Fitness Ai Mcp
Wire Claude Code or Cursor to fitness planning, logging, and coaching flows while you ship a health or wellness side project.
Overview
fitness-ai-mcp is an MCP server for the Build phase that exposes MEOK AI Labs fitness AI tools to your coding agent over stdio.
What is this MCP server?
- stdio MCP server (fitness-ai-mcp) installable from PyPI at version 1.0.4
- Published under the Model Context Protocol server schema dated 2025-12-11
- Maintained by MEOK AI Labs via CSOAI-ORG on GitHub for agent-side fitness workflows
- Designed for Claude Desktop–style MCP clients that spawn a local Python process
- Fits indie builders prototyping AI workout coaches, habit trackers, or wellness copilots
- Server version 1.0.4 on PyPI identifier fitness-ai-mcp
- Transport type stdio per MCP server manifest
- Repository source GitHub CSOAI-ORG/fitness-ai-mcp
What problem does it solve?
Solo builders waste hours re-explaining workout goals and re-pasting fitness context every time they ask an agent to help design features or content.
Who is it for?
Indie devs building fitness, habit, or coaching products who already run MCP in Claude Code, Cursor, or Claude Desktop.
Skip if: Teams that need a certified medical device stack, enterprise HIPAA posture, or a fully managed fitness API with no local Python runtime.
What do I get? / Deliverables
After you register fitness-ai-mcp, your agent can call standardized fitness tools from the same MCP config you use for code and docs work.
- Registered stdio MCP server exposing fitness AI tools to your agent
- Version-pinned PyPI install (1.0.4) aligned with the official MCP server schema
- Reusable tool calls for fitness-oriented prompts during product development
Recommended MCP Servers
Journey fit
Fitness MCP servers sit in Build because solo builders add them when connecting an agent to real product or personal fitness data—not during early idea research. Integrations is the canonical shelf for stdio MCP bridges that expose domain tools to coding agents without replacing your app backend.
How it compares
MCP fitness integration, not a turnkey Strava clone or mobile workout app template.
Common Questions / FAQ
Who is fitness-ai-mcp for?
Solo and indie builders who use MCP-enabled agents and want fitness AI actions available as tools while they design or code wellness products.

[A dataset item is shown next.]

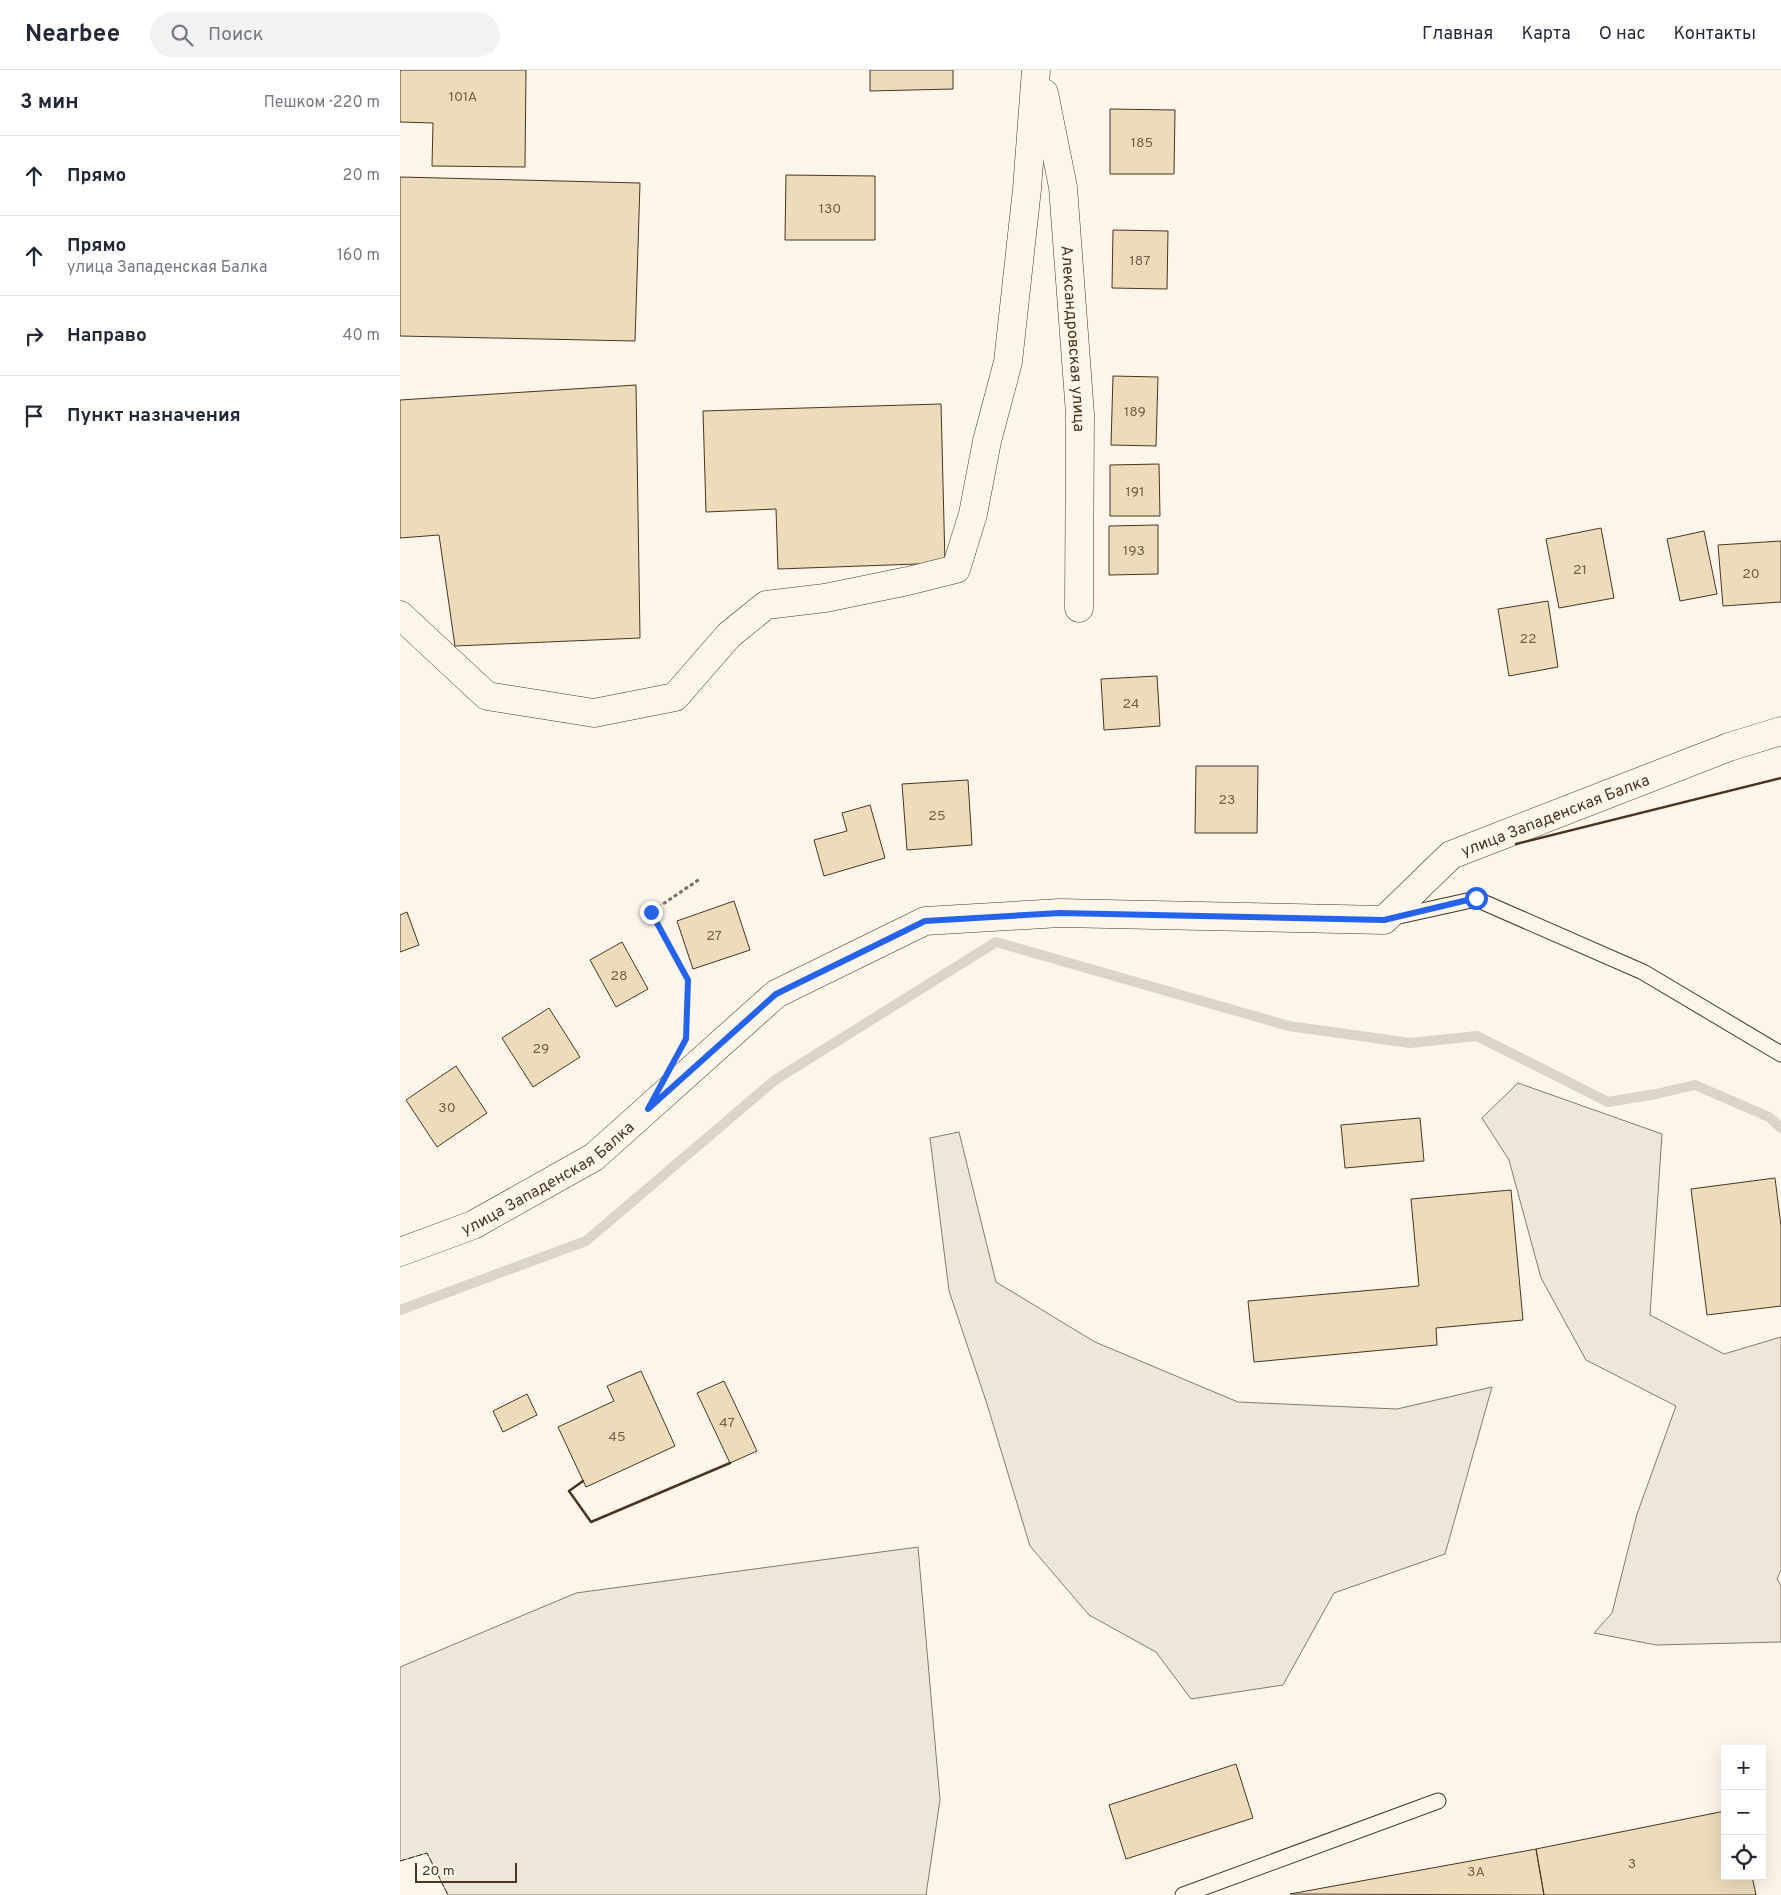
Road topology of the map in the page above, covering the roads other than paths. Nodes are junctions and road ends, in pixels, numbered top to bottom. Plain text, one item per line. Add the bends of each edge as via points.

When should I use fitness-ai-mcp?
Use it during Build when you are wiring agent-tooling and need repeatable fitness queries instead of ad-hoc chat prompts.
How do I add fitness-ai-mcp to my agent?
Install the fitness-ai-mcp package from PyPI, point your MCP client at the stdio server entry, and restart the host so tools appear in the agent catalog.